Climate prediction markets are contracts that let you take a position on a future weather or climate outcome, with the price moving to reflect the live probability of that outcome happening. They cover far more than the next day’s temperature. The same weather markets that price how hot a city gets also let you trade a severe Atlantic hurricane season, a month of heavy rain or snow, a major earthquake, how far Arctic sea ice retreats, and whether a given year ranks among the hottest on record.
Almost all of the volume, though, sits in one corner: roughly 95% of weather-market volume tracked internally is short-term daily city-temperature contracts. The longer-horizon contracts that actually price risk, seasonal hurricane-season markets, full-year heat-record markets, and monthly rain and snow markets, trade only a fraction as much.
Those untapped, longer-horizon contracts are the ones with real-world use. A contract on a destructive hurricane season, a snowless winter, or a record-hot summer doesn’t just let someone speculate on the weather; it lets an ordinary person hedge against it, the way utilities, insurers, farmers, and energy firms have priced weather risk for decades.
How big are climate prediction markets on Kalshi and Polymarket?
Weather is a small category inside a much larger boom.
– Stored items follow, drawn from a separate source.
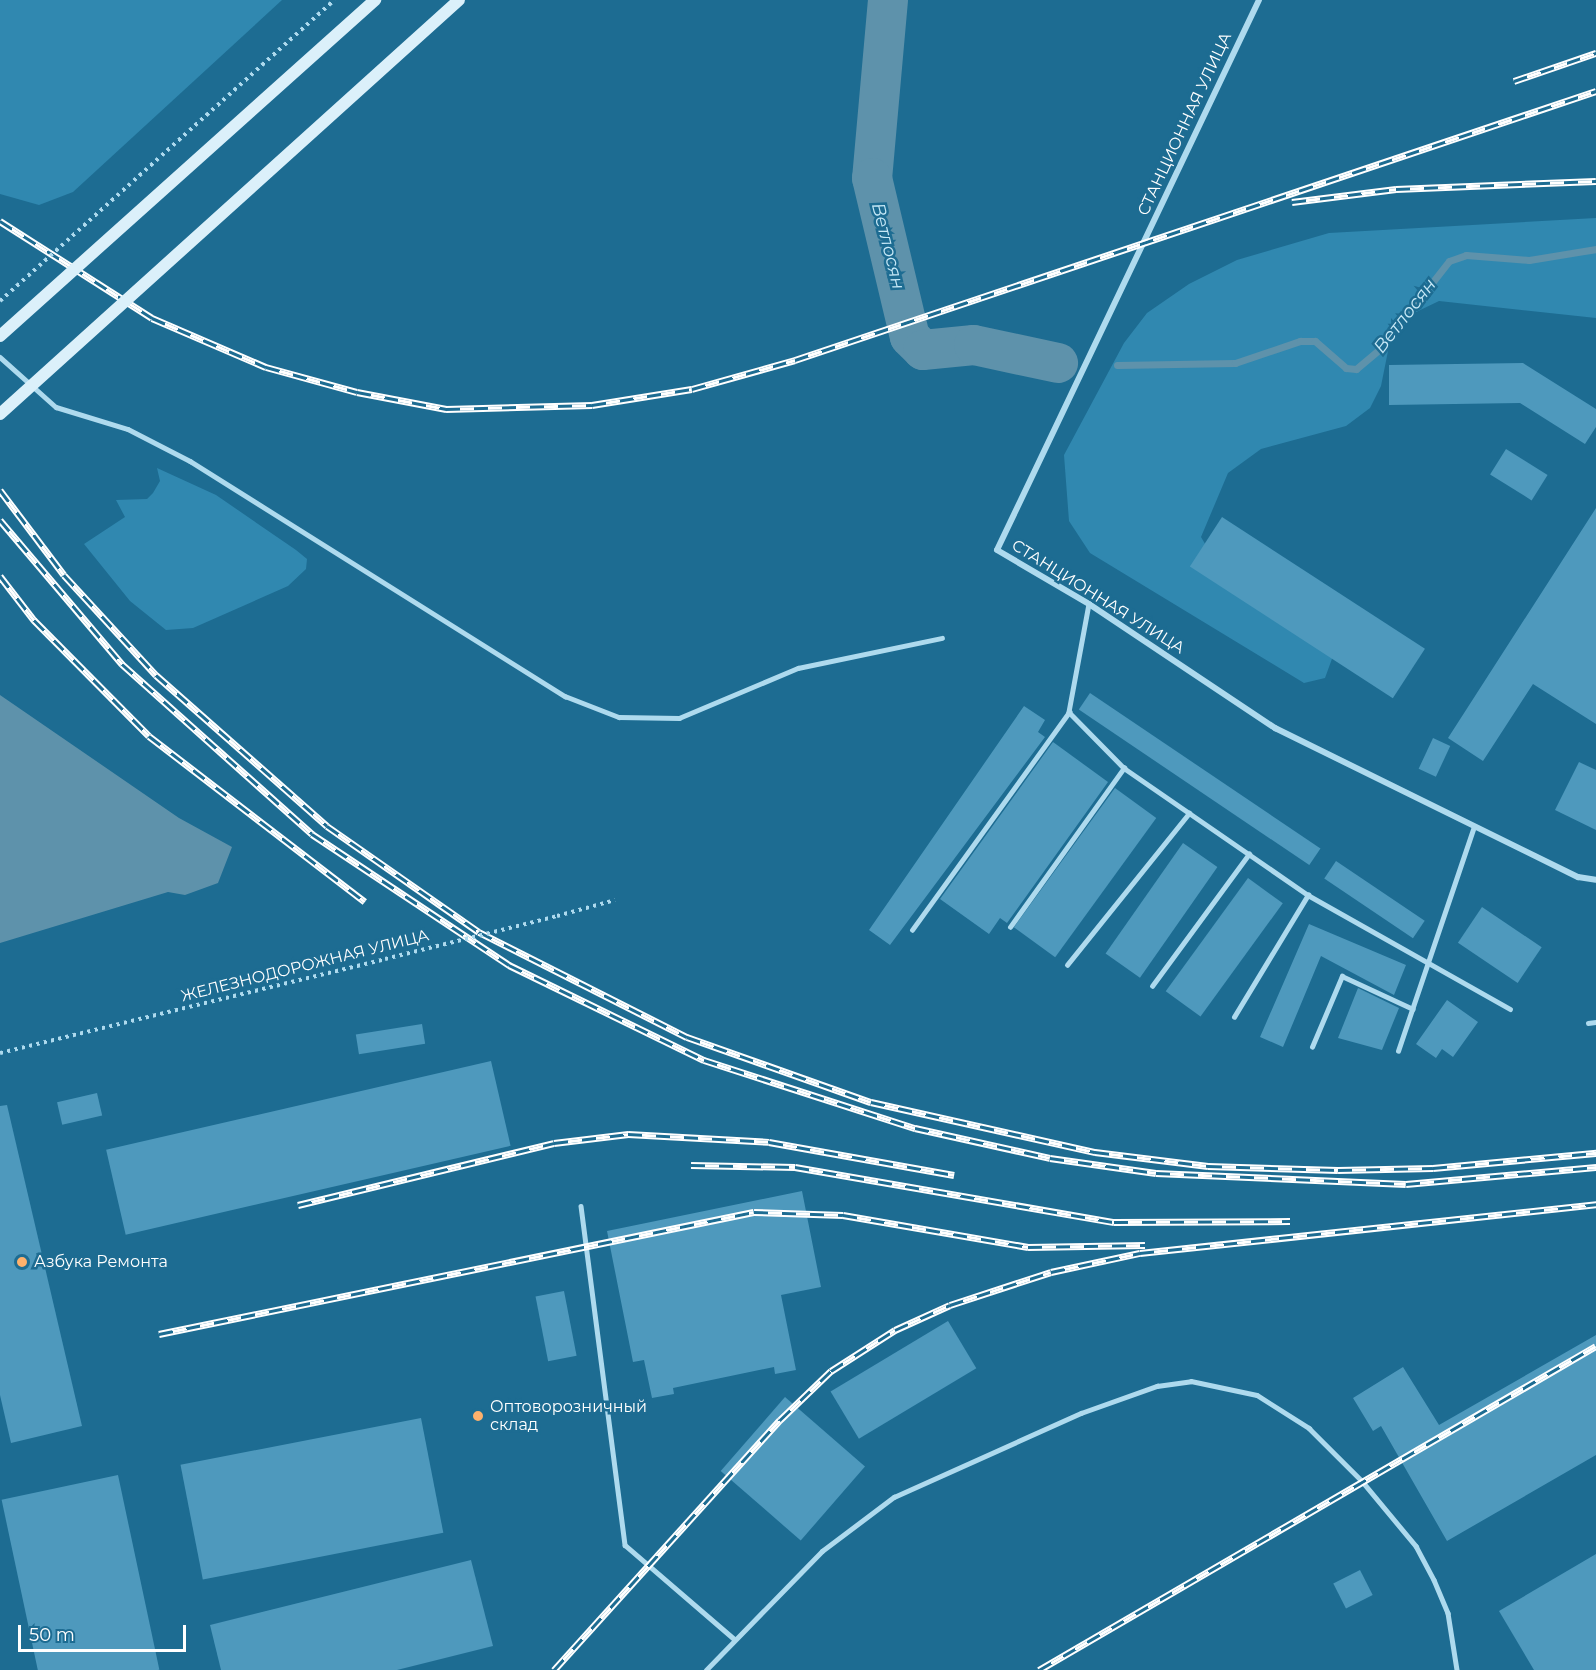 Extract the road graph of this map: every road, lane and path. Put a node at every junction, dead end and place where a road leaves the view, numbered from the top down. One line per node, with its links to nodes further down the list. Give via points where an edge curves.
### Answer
1 (334, 0): 5 (path, bridge)
2 (375, 0): 6 (main road, bridge)
3 (459, 0): 8 (main road, bridge)
4 (1259, 0): 9 (street, СТАНЦИОННАЯ УЛИЦА, via 997,550)
5 (0, 301)
6 (0, 336)
7 (0, 357): 10 (lane, via 56,407 128,429 190,461 565,696 619,717 679,718 814,663)
8 (0, 414)
9 (1089, 604): 11 (lane); 14 (street, СТАНЦИОННАЯ УЛИЦА, via 1275,728)
10 (942, 638)
11 (1069, 712): 12 (lane); 20 (lane)
12 (1124, 768): 13 (lane); 19 (lane)
13 (1189, 813): 15 (lane); 22 (lane)
14 (1474, 826): 16 (street, СТАНЦИОННАЯ УЛИЦА, via 1578,877); 21 (lane)
15 (1249, 854): 17 (lane); 23 (lane)
16 (1596, 880)
17 (1308, 895): 21 (lane); 26 (lane)
18 (615, 900): 31 (path, ЖЕЛЕЗНОДОРОЖНАЯ УЛИЦА, bridge)
19 (1010, 927)
20 (912, 930)
21 (1428, 963): 24 (lane); 25 (lane)
22 (1067, 965)
23 (1152, 986)
24 (1413, 1009): 29 (lane, via 1342,976); 30 (lane)
25 (1510, 1009)
26 (1234, 1017)
27 (1596, 1022): 28 (lane)
28 (1588, 1023)
29 (1312, 1047)
30 (1398, 1051)
31 (0, 1053)
32 (580, 1206): 33 (lane, via 625,1545)
33 (733, 1638): 34 (lane); 35 (lane, via 822,1551 894,1497 1081,1413 1157,1386 1191,1381 1257,1395 1309,1428 1362,1481 1416,1546 1448,1613)
34 (706, 1670)
35 (1457, 1670) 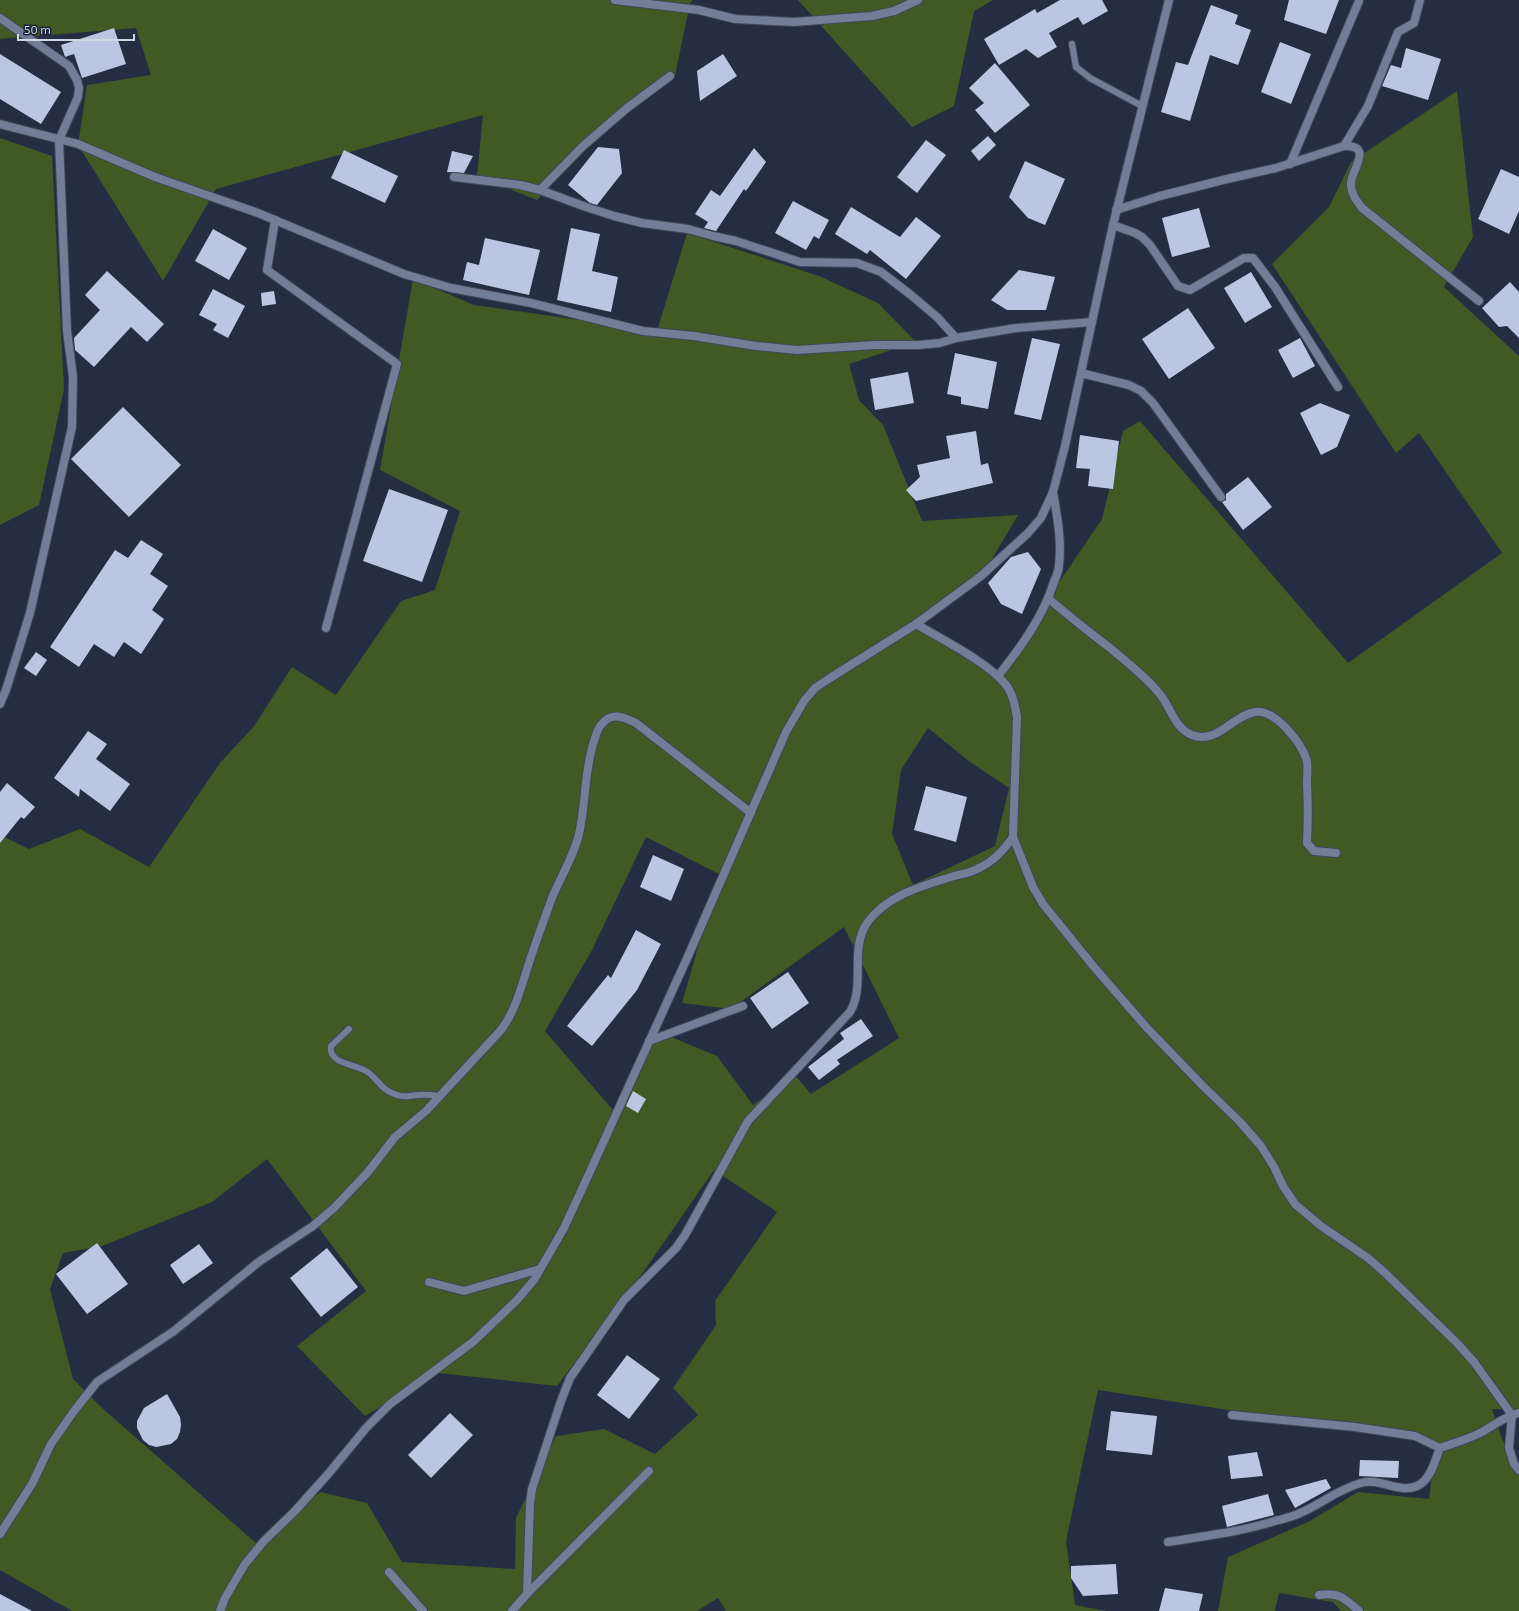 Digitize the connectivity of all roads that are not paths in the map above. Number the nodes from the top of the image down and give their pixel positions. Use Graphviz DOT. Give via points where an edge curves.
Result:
graph roads {
  1 [pos="615,0"];
  2 [pos="918,0"];
  3 [pos="1169,0"];
  4 [pos="1420,0"];
  5 [pos="1359,1"];
  6 [pos="0,18"];
  7 [pos="1072,44"];
  8 [pos="670,76"];
  9 [pos="1142,106"];
  10 [pos="0,124"];
  11 [pos="59,140"];
  12 [pos="1344,146"];
  13 [pos="1290,164"];
  14 [pos="454,177"];
  15 [pos="540,190"];
  16 [pos="1116,210"];
  17 [pos="275,220"];
  18 [pos="1113,225"];
  19 [pos="1479,301"];
  20 [pos="1092,322"];
  21 [pos="956,338"];
  22 [pos="1081,373"];
  23 [pos="1338,388"];
  24 [pos="1053,492"];
  25 [pos="1221,497"];
  26 [pos="1048,599"];
  27 [pos="916,624"];
  28 [pos="326,628"];
  29 [pos="998,676"];
  30 [pos="0,704"];
  31 [pos="751,813"];
  32 [pos="1013,837"];
  33 [pos="1336,853"];
  34 [pos="743,1006"];
  35 [pos="349,1029"];
  36 [pos="649,1041"];
  37 [pos="440,1096"];
  38 [pos="540,1269"];
  39 [pos="429,1282"];
  40 [pos="1515,1414"];
  41 [pos="1232,1415"];
  42 [pos="1440,1448"];
  43 [pos="1519,1470"];
  44 [pos="649,1471"];
  45 [pos="0,1534"];
  46 [pos="1168,1542"];
  47 [pos="389,1572"];
  48 [pos="527,1594"];
  49 [pos="1319,1595"];
  50 [pos="220,1611"];
  51 [pos="423,1611"];
  52 [pos="512,1611"];
  53 [pos="1359,1611"];
  1 -- 2 [label="street" via="699,10 735,19 794,22 872,16 894,11"];
  3 -- 9 [label="street"];
  4 -- 12 [label="street" via="1414,23 1398,32 1368,106"];
  5 -- 13 [label="street"];
  6 -- 11 [label="street" via="69,66 77,80 78,97"];
  7 -- 9 [label="lane" via="1076,67 1090,78"];
  8 -- 15 [label="street" via="627,108 583,146"];
  9 -- 16 [label="street"];
  10 -- 11 [label="street"];
  11 -- 17 [label="street" via="78,144 155,177"];
  11 -- 30 [label="street" via="67,331 73,377 72,427 30,613"];
  12 -- 13 [label="street"];
  12 -- 19 [label="street" via="1353,146 1360,155 1351,182 1352,195 1362,208"];
  13 -- 16 [label="street" via="1160,196"];
  14 -- 15 [label="street"];
  15 -- 21 [label="street" via="614,216 642,223 688,229 800,262 857,263 881,272 912,295"];
  16 -- 18 [label="street"];
  17 -- 21 [label="street" via="417,278 451,288 643,330 797,350 918,345 940,343"];
  17 -- 28 [label="street" via="267,270 397,364"];
  18 -- 20 [label="street"];
  18 -- 23 [label="street" via="1142,238 1150,245 1178,286 1183,289 1190,290 1244,258 1253,258 1276,287"];
  20 -- 21 [label="street" via="1016,328"];
  20 -- 22 [label="street"];
  22 -- 24 [label="street"];
  22 -- 25 [label="street" via="1129,385 1141,391 1153,403"];
  24 -- 26 [label="street" via="1060,544 1059,567"];
  24 -- 27 [label="street" via="1040,518 1028,533 981,576"];
  26 -- 29 [label="street" via="1019,649"];
  26 -- 33 [label="street" via="1137,670 1160,694 1180,726 1192,735 1206,737 1255,712 1266,712 1280,722 1300,746 1307,762 1307,843 1314,850"];
  27 -- 29 [label="street"];
  27 -- 31 [label="street" via="815,688 804,701 786,732"];
  29 -- 32 [label="street" via="1007,686 1014,701 1017,717"];
  31 -- 36 [label="street"];
  31 -- 37 [label="street" via="636,722 622,716 613,716 602,723 592,746 579,833 535,943 510,1019"];
  32 -- 40 [label="street" via="1043,904 1147,1028 1261,1146 1295,1204 1321,1226 1368,1258 1396,1283 1457,1343"];
  32 -- 48 [label="street" via="999,855 986,865 906,892 884,906 867,923 858,947 856,998 850,1012 748,1121 676,1248 624,1300 570,1378 532,1489"];
  34 -- 36 [label="street"];
  35 -- 37 [label="lane" via="330,1046 332,1055 339,1061 366,1071 379,1085 393,1094 406,1097"];
  36 -- 38 [label="street" via="564,1228"];
  37 -- 45 [label="street" via="395,1137 368,1172 313,1226 260,1261 174,1331 97,1382 51,1444 32,1484"];
  38 -- 39 [label="street" via="464,1291"];
  38 -- 50 [label="street" via="517,1300 474,1341 390,1404 366,1428 330,1473 245,1564"];
  40 -- 42 [label="street"];
  40 -- 43 [label="street" via="1509,1448 1514,1464"];
  41 -- 42 [label="street" via="1415,1436"];
  42 -- 46 [label="street" via="1428,1477 1416,1486 1405,1488 1370,1482 1360,1483 1341,1490 1298,1514 1257,1527"];
  44 -- 48 [label="street"];
  47 -- 51 [label="street"];
  48 -- 52 [label="street"];
  49 -- 53 [label="street" via="1331,1593 1343,1597"];
}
Combined monthly volume on Kalshi and Polymarket climbed from under $5 billion in September 2025 to roughly $24 billion by April 2026, with lifetime volume past $150 billion.1Pew Research Center, “Trading volume on prediction markets has soared in recent months,” pewresearch.org, May 2026 Sports drives most of that activity, around 80% of Kalshi’s volume and roughly 39% of Polymarket’s, leaving climate prediction markets in a modest corner of each book. The two platforms sit close in overall size, with Kalshi the larger by total volume; Polymarket runs globally while Kalshi operates as a US-regulated exchange under the CFTC.2Pew Research Center, “Trading volume on prediction markets has soared in recent months,” pewresearch.org, May 2026
That corner turns over fast. Only a few hundred weather markets are live at any moment, on the order of a couple hundred on Polymarket and a few hundred on Kalshi, based on internal data as of mid-2026. Daily-temperature contracts open and expire every day, so the set you can trade today is not the set you could trade last week.
What you can trade: temperature, hurricane, and seasonal markets
Weather markets split into two horizons. Short-term daily contracts settle in a day or two and ask a narrow question, like whether a city’s high clears a given temperature. Longer seasonal and yearly contracts price risk months out, covering hurricanes, snowfall totals, and where a full year will land in the temperature record.
The daily contracts span a growing list of cities across six continents, from Miami to São Paulo to Tokyo, so a trader can take a position on tomorrow’s high where they actually live. The longer-horizon contracts are fewer and broader, and they are the ones that map onto real exposure: a heavy-snow winter, an active hurricane season, a record-hot year. That second horizon is where weather markets start to resemble the tools utilities and insurers already use to manage weather risk.
Why most volume is daily temperature speculation
Around 95% of weather-market volume sits in short-term daily city-temperature contracts, and the skew runs similarly high on both platforms, by the same internal analysis. These markets resolve fast and hand traders a fresh question every day, which is what short-horizon speculation rewards. Most weather contracts trade modestly, from a few thousand up to a few hundred thousand dollars, so the longer-horizon contracts barely register against the daily churn.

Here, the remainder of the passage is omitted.